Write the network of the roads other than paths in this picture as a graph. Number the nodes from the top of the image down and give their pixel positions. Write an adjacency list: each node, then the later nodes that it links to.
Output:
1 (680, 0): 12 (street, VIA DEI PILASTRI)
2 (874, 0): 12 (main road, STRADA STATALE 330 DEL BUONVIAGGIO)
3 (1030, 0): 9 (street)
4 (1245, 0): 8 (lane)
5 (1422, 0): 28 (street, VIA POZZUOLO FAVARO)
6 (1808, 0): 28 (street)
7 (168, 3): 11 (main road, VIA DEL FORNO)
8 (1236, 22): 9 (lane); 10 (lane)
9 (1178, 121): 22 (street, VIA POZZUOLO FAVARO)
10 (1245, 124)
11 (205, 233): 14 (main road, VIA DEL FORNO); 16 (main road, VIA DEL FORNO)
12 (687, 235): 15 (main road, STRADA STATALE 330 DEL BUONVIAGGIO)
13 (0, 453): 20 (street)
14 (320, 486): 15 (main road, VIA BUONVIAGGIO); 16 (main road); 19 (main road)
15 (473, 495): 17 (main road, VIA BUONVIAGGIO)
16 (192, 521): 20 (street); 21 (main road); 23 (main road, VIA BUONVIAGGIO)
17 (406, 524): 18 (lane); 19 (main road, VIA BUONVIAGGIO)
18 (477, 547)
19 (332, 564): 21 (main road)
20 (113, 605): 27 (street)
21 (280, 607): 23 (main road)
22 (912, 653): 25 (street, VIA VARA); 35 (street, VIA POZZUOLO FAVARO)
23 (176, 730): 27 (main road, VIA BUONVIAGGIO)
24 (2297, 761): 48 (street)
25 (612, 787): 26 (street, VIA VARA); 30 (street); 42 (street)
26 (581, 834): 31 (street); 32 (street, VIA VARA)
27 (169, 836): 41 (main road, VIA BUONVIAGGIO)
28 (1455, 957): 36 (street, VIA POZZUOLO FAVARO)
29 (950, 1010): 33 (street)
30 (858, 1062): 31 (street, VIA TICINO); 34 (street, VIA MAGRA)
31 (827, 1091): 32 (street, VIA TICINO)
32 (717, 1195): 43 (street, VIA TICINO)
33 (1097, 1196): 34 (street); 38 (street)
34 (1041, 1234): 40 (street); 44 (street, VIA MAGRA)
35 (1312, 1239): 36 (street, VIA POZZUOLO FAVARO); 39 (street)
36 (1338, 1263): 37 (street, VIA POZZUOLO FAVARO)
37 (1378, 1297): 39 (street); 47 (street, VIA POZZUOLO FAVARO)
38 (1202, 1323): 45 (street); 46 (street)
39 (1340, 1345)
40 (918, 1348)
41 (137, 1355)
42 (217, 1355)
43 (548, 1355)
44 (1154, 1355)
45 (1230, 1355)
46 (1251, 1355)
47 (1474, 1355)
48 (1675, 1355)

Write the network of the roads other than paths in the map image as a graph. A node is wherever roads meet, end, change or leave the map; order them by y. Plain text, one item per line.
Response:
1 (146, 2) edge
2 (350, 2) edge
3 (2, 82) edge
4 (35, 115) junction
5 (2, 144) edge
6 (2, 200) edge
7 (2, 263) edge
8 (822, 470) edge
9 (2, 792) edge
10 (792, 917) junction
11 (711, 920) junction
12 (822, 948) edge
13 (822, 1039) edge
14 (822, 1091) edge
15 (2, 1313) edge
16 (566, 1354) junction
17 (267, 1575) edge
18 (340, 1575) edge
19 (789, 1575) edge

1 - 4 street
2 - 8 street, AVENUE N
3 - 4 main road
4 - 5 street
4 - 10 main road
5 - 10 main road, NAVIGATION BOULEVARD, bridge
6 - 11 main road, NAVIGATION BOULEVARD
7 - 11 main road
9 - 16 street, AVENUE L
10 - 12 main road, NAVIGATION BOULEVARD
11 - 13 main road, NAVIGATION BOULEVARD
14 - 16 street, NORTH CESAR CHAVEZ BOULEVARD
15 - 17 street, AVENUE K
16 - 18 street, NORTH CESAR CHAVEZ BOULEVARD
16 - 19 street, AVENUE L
····················
Copy out the full listing, exactly as it stands.

Write the network of the roads other than paths in this picture as a graph. Number the nodes from the top of the image down and give their pixel positions. Write an adjacency list: each node, then the later nodes that it links to.
Output:
1 (680, 0): 12 (street, VIA DEI PILASTRI)
2 (874, 0): 12 (main road, STRADA STATALE 330 DEL BUONVIAGGIO)
3 (1030, 0): 9 (street)
4 (1245, 0): 8 (lane)
5 (1422, 0): 28 (street, VIA POZZUOLO FAVARO)
6 (1808, 0): 28 (street)
7 (168, 3): 11 (main road, VIA DEL FORNO)
8 (1236, 22): 9 (lane); 10 (lane)
9 (1178, 121): 22 (street, VIA POZZUOLO FAVARO)
10 (1245, 124)
11 (205, 233): 14 (main road, VIA DEL FORNO); 16 (main road, VIA DEL FORNO)
12 (687, 235): 15 (main road, STRADA STATALE 330 DEL BUONVIAGGIO)
13 (0, 453): 20 (street)
14 (320, 486): 15 (main road, VIA BUONVIAGGIO); 16 (main road); 19 (main road)
15 (473, 495): 17 (main road, VIA BUONVIAGGIO)
16 (192, 521): 20 (street); 21 (main road); 23 (main road, VIA BUONVIAGGIO)
17 (406, 524): 18 (lane); 19 (main road, VIA BUONVIAGGIO)
18 (477, 547)
19 (332, 564): 21 (main road)
20 (113, 605): 27 (street)
21 (280, 607): 23 (main road)
22 (912, 653): 25 (street, VIA VARA); 35 (street, VIA POZZUOLO FAVARO)
23 (176, 730): 27 (main road, VIA BUONVIAGGIO)
24 (2297, 761): 48 (street)
25 (612, 787): 26 (street, VIA VARA); 30 (street); 42 (street)
26 (581, 834): 31 (street); 32 (street, VIA VARA)
27 (169, 836): 41 (main road, VIA BUONVIAGGIO)
28 (1455, 957): 36 (street, VIA POZZUOLO FAVARO)
29 (950, 1010): 33 (street)
30 (858, 1062): 31 (street, VIA TICINO); 34 (street, VIA MAGRA)
31 (827, 1091): 32 (street, VIA TICINO)
32 (717, 1195): 43 (street, VIA TICINO)
33 (1097, 1196): 34 (street); 38 (street)
34 (1041, 1234): 40 (street); 44 (street, VIA MAGRA)
35 (1312, 1239): 36 (street, VIA POZZUOLO FAVARO); 39 (street)
36 (1338, 1263): 37 (street, VIA POZZUOLO FAVARO)
37 (1378, 1297): 39 (street); 47 (street, VIA POZZUOLO FAVARO)
38 (1202, 1323): 45 (street); 46 (street)
39 (1340, 1345)
40 (918, 1348)
41 (137, 1355)
42 (217, 1355)
43 (548, 1355)
44 (1154, 1355)
45 (1230, 1355)
46 (1251, 1355)
47 (1474, 1355)
48 (1675, 1355)

Write the network of the roads other than paths in the map image as a graph. A node is wherever roads meet, end, change or leave the map; order them by y. Plain text, one item per line.
Response:
1 (146, 2) edge
2 (350, 2) edge
3 (2, 82) edge
4 (35, 115) junction
5 (2, 144) edge
6 (2, 200) edge
7 (2, 263) edge
8 (822, 470) edge
9 (2, 792) edge
10 (792, 917) junction
11 (711, 920) junction
12 (822, 948) edge
13 (822, 1039) edge
14 (822, 1091) edge
15 (2, 1313) edge
16 (566, 1354) junction
17 (267, 1575) edge
18 (340, 1575) edge
19 (789, 1575) edge

1 - 4 street
2 - 8 street, AVENUE N
3 - 4 main road
4 - 5 street
4 - 10 main road
5 - 10 main road, NAVIGATION BOULEVARD, bridge
6 - 11 main road, NAVIGATION BOULEVARD
7 - 11 main road
9 - 16 street, AVENUE L
10 - 12 main road, NAVIGATION BOULEVARD
11 - 13 main road, NAVIGATION BOULEVARD
14 - 16 street, NORTH CESAR CHAVEZ BOULEVARD
15 - 17 street, AVENUE K
16 - 18 street, NORTH CESAR CHAVEZ BOULEVARD
16 - 19 street, AVENUE L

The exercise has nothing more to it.